Nice piece by Randy Dotinga in The Christian Science Monitor summarizing the issues about to be argued as Apple sues two bloggers for spilling what Apple calls secrets. Dotinga's story focuses on the question of whether the bloggers may be shielded under California statutes that protect journalists.
That's obviously of no small interest to the bloggers being sued, but there are larger implications. In particular, bloggers may yet force the mainstream social consciousness to reconsider its view of what makes something news and what makes something reporting. This view has been under occasional challenge from places like the Drudge Report over political events, but these seem to fade as quickly as they burst on the scene.
Dotinga notes that the blogs' claimed readership puts them ahead of many recognized paper publications.
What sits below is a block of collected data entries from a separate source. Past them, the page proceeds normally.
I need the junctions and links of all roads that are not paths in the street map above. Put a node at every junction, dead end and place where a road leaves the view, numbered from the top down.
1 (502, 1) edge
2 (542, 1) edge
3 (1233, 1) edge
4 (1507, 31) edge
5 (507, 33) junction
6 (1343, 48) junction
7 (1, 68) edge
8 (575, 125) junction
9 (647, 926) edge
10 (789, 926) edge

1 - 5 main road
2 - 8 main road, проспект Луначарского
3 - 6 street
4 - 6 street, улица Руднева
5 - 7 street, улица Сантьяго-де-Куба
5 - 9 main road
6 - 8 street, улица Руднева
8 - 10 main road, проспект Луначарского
So if it's not readership size that makes a journalist, perhaps it's the structure of a newspaper. But it seems antithetical to our notions of reporting to claim that unless your material is reviewed by an editorial board. Was James Madison not a journalist when he reported on the goings-on in Colonial America? I doubt he had an editor reading his broadsheets.
Perhaps then, the argument goes, bloggers are not journalists because they don't maintain the vaunted "objectivism" of mainstream journalists. If all they're doing is printing what they have opinions about then they're no better than William Safire... oops, scratch that argument.
Maybe it's about the money. Some bloggers talk about things and then take money from companies with an interest in those things. Oh, you mean like Armstrong Williams or Maggie Gallagher? Both of whom have admitted taking money under the table to promote Bush administration propaganda campaigns? We may call them bad journalists (no journalist biscuit) but we don't seem to have any doubts that they are journalists.
It seems to me that what gets under the skins of anti-blog people like Randall Bezanson, quoted at the end of Dotinga's piece, is that blogs fail to follow the familiar hierarchical model that has dominated American media for at least the last two centuries. I mean, really. If you let the people start talking to each other instead of lapping up the corporate consensus pap who knows what kind of trouble will follow.